**What is being asked**. Locate each line in the records containing "FOCH". Copy it.

== == ==

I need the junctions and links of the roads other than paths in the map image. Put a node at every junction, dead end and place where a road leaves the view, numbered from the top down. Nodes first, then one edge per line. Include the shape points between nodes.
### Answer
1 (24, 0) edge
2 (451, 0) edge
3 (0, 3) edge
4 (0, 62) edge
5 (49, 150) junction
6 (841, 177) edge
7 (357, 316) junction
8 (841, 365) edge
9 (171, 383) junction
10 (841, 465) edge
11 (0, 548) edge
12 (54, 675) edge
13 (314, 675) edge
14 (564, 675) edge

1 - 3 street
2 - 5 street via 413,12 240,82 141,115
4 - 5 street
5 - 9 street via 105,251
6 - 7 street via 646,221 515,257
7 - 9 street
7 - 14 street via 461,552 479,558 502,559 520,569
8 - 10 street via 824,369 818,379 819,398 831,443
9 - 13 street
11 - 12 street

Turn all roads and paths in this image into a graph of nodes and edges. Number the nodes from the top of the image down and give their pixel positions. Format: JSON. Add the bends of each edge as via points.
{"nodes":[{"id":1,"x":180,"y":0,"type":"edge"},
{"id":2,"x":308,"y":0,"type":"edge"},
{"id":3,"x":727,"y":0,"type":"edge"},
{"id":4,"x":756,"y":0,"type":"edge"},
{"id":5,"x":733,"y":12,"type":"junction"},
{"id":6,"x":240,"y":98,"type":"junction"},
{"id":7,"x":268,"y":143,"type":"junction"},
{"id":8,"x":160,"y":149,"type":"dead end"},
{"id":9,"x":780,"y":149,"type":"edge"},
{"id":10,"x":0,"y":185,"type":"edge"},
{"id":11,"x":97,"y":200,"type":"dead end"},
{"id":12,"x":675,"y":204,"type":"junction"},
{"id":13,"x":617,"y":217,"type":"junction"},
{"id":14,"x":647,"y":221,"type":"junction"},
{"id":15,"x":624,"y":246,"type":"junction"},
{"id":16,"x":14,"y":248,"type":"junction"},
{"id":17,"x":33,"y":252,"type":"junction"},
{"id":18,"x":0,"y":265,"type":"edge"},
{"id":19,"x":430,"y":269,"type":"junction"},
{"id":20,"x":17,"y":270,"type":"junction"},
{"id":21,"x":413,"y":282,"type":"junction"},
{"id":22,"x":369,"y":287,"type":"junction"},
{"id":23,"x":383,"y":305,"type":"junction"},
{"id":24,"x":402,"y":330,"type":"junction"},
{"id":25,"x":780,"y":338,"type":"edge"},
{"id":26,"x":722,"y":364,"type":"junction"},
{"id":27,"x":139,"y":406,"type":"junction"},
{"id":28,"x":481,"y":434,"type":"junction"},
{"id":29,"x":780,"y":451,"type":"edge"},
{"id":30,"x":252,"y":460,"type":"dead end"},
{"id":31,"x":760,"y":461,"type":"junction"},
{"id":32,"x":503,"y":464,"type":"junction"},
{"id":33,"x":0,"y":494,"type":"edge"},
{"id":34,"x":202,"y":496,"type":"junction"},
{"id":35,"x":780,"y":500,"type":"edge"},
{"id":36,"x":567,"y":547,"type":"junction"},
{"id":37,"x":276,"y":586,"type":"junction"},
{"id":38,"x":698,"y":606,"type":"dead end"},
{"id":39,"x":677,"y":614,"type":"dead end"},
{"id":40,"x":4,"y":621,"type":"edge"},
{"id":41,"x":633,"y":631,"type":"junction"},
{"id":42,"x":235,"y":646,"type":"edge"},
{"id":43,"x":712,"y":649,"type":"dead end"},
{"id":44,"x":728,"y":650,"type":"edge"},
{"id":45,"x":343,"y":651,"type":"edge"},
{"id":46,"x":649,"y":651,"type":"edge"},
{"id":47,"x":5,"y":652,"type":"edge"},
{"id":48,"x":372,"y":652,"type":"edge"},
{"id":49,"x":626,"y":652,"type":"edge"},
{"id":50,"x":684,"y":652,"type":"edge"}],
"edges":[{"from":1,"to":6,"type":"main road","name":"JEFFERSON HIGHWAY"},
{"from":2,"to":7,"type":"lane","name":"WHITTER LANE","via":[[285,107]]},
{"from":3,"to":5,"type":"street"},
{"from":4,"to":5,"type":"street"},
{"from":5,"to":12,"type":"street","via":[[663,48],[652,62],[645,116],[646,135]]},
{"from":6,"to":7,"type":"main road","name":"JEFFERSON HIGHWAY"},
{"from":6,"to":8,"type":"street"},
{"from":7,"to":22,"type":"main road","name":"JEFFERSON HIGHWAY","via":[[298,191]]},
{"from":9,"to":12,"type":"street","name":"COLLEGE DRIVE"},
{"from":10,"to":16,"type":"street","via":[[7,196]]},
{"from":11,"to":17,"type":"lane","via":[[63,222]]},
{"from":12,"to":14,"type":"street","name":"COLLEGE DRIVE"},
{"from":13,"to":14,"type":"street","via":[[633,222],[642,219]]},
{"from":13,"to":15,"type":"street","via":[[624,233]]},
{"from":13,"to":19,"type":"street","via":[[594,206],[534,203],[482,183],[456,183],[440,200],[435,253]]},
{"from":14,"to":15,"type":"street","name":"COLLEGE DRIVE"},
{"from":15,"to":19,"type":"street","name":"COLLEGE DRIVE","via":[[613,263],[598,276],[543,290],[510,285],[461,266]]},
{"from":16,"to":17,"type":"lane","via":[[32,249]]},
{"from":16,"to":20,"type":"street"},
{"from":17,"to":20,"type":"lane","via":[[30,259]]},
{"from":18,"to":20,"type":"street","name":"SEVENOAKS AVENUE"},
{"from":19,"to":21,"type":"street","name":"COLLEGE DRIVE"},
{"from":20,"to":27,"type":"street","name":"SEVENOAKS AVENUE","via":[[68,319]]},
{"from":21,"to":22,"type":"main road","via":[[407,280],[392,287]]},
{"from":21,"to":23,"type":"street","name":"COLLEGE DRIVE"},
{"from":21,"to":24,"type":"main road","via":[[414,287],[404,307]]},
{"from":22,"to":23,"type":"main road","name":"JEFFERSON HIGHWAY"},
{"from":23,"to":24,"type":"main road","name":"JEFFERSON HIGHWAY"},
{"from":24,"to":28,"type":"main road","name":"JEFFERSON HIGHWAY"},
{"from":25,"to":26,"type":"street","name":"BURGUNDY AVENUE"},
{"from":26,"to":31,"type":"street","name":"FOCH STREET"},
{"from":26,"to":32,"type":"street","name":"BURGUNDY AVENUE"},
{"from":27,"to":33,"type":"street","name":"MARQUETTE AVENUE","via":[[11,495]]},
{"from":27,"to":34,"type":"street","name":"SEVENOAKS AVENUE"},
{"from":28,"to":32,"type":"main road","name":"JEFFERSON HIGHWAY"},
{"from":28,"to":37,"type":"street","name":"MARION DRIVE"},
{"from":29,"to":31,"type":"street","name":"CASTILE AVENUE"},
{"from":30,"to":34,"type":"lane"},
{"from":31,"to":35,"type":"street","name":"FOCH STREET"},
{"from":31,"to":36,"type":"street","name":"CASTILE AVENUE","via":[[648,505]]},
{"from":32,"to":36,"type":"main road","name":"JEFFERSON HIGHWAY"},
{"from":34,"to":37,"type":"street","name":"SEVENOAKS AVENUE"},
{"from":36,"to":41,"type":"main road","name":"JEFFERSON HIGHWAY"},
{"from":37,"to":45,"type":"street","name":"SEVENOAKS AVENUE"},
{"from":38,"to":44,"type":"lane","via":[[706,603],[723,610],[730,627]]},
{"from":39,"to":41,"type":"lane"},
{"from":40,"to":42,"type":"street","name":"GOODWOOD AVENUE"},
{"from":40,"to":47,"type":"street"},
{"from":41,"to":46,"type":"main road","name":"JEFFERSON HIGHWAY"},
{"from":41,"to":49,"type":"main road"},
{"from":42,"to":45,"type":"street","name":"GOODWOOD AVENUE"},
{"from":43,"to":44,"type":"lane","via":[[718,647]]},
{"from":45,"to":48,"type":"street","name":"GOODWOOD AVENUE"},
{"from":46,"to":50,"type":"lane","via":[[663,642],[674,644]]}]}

== == ==

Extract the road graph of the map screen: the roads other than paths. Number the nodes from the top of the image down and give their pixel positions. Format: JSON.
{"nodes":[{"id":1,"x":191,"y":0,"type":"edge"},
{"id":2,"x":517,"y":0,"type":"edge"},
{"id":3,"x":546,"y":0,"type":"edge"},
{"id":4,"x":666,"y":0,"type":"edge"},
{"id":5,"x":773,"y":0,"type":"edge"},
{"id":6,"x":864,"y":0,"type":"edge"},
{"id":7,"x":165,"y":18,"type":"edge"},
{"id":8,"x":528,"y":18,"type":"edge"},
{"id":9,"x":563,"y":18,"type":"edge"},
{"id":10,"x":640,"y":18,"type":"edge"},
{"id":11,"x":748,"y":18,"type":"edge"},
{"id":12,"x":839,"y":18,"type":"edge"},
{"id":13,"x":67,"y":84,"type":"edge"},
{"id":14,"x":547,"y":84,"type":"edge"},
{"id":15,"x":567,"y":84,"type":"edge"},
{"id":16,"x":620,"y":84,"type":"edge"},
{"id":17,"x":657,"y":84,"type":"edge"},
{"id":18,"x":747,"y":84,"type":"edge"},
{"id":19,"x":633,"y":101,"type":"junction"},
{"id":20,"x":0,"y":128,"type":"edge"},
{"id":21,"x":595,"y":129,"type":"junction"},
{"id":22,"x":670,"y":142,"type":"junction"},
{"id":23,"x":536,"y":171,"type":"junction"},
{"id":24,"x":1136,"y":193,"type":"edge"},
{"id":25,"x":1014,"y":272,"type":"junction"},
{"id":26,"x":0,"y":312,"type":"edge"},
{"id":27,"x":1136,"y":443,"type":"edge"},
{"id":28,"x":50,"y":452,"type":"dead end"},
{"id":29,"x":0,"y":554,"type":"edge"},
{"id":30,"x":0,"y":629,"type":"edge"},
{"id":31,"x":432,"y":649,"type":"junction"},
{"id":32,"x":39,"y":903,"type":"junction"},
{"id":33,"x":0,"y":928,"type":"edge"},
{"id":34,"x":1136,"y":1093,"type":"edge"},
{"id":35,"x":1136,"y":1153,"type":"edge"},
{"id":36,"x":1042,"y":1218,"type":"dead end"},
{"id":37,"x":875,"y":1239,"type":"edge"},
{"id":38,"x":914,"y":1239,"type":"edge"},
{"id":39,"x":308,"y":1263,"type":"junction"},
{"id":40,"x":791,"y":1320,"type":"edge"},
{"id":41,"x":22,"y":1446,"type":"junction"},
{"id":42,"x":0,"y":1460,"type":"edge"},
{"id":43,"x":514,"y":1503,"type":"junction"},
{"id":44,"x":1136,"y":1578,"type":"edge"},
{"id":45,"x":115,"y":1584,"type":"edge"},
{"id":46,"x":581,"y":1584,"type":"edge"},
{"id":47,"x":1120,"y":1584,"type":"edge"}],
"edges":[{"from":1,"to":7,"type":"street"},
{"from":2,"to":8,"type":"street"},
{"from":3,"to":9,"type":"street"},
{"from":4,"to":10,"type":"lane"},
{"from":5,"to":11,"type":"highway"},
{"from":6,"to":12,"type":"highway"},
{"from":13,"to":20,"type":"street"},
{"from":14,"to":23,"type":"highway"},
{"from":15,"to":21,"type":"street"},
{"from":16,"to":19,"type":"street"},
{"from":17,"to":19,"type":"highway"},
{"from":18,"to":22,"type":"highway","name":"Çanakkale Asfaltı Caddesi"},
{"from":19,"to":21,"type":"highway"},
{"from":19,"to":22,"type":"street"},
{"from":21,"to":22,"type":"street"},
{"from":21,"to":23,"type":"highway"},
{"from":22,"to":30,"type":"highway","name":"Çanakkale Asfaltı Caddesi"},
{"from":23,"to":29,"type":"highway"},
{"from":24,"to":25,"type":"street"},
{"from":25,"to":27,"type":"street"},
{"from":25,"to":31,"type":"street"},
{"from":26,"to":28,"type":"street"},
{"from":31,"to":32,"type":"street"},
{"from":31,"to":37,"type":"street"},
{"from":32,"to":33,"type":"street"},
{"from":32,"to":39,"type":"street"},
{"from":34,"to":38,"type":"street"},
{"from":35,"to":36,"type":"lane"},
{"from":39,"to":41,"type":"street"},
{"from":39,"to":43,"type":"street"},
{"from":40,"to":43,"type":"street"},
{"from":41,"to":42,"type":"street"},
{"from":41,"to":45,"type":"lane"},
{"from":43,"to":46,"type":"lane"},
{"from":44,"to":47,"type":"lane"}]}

== == ==

**Answer space**.
{"from":26,"to":31,"type":"street","name":"FOCH STREET"},
{"from":31,"to":35,"type":"street","name":"FOCH STREET"},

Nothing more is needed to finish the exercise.